What to produce » Return each line below holding the string "that".

===== Exercise inputs =====

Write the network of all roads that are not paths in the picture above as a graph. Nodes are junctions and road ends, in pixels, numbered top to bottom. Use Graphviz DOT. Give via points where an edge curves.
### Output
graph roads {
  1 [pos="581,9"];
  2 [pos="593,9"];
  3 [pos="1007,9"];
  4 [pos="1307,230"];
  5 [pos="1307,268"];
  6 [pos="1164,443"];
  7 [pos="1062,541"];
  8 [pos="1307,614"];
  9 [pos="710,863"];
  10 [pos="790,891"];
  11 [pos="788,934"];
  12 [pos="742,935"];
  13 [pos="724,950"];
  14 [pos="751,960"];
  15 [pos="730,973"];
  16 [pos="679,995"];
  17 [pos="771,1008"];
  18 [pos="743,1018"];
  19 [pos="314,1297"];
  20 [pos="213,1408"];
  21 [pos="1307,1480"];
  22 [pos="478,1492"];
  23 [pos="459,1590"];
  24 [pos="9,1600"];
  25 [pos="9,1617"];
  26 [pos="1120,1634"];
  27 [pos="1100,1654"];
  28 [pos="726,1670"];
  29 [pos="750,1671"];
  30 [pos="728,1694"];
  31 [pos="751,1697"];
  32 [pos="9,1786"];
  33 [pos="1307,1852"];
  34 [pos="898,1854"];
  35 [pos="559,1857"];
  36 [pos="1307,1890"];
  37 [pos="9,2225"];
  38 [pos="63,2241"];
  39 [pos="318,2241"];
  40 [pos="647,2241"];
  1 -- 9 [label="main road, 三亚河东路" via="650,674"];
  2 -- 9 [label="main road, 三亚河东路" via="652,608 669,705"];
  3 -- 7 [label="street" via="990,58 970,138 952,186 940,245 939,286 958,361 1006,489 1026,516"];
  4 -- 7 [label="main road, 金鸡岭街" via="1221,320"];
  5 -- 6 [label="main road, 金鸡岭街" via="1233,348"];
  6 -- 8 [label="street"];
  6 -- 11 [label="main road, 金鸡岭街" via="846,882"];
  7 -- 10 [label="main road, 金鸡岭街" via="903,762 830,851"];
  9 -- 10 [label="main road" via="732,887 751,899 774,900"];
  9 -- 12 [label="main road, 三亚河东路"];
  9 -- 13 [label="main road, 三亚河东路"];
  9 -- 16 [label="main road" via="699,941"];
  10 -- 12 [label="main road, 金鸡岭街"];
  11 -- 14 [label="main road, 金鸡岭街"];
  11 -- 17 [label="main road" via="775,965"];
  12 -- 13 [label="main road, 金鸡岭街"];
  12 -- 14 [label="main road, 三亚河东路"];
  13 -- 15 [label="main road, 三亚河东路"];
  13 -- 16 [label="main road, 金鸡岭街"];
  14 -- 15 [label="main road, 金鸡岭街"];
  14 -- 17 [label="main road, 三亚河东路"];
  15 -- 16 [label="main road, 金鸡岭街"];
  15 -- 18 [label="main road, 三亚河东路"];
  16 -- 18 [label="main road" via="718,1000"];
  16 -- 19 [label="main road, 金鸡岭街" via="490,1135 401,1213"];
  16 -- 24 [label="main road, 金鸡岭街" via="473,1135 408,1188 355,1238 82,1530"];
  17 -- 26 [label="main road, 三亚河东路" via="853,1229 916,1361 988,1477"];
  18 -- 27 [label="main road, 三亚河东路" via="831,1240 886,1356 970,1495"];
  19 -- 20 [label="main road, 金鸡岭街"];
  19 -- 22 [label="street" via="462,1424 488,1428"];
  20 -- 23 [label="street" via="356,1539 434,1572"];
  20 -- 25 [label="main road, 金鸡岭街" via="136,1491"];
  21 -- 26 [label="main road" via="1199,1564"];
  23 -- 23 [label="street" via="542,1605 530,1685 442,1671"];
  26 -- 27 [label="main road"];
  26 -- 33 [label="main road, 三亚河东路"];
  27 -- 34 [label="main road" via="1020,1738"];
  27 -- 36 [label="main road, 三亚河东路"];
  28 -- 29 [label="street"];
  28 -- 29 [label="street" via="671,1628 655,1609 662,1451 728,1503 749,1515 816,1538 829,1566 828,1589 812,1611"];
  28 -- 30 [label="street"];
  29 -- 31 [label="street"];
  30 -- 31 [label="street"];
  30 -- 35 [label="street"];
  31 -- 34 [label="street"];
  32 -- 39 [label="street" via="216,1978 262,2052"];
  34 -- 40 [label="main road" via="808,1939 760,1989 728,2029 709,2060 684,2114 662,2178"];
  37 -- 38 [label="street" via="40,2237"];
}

=====
===== Exercise inputs =====

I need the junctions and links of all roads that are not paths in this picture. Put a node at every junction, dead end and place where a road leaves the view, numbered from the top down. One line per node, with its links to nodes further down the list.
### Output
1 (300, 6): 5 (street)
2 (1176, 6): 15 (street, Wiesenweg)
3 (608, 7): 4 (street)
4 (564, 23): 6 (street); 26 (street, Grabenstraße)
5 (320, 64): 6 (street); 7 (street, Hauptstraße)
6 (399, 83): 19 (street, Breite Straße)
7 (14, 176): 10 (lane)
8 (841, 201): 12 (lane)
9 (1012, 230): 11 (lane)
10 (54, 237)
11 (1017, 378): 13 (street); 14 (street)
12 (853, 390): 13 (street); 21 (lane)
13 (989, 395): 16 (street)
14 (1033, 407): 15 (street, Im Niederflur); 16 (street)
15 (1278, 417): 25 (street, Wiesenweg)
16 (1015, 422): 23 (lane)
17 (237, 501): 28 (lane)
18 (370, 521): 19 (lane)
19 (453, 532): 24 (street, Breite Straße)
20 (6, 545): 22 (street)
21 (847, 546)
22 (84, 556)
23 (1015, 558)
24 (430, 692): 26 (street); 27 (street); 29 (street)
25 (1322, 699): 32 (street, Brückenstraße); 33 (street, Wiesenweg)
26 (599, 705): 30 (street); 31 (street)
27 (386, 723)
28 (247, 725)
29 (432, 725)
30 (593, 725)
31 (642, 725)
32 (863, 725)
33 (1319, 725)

=====

Answer below »
Write the network of all roads that are not paths in the picture above as a graph. Nodes are junctions and road ends, in pixels, numbered top to bottom. Use Graphviz DOT. Give via points where an edge curves.
I need the junctions and links of all roads that are not paths in this picture. Put a node at every junction, dead end and place where a road leaves the view, numbered from the top down. One line per node, with its links to nodes further down the list.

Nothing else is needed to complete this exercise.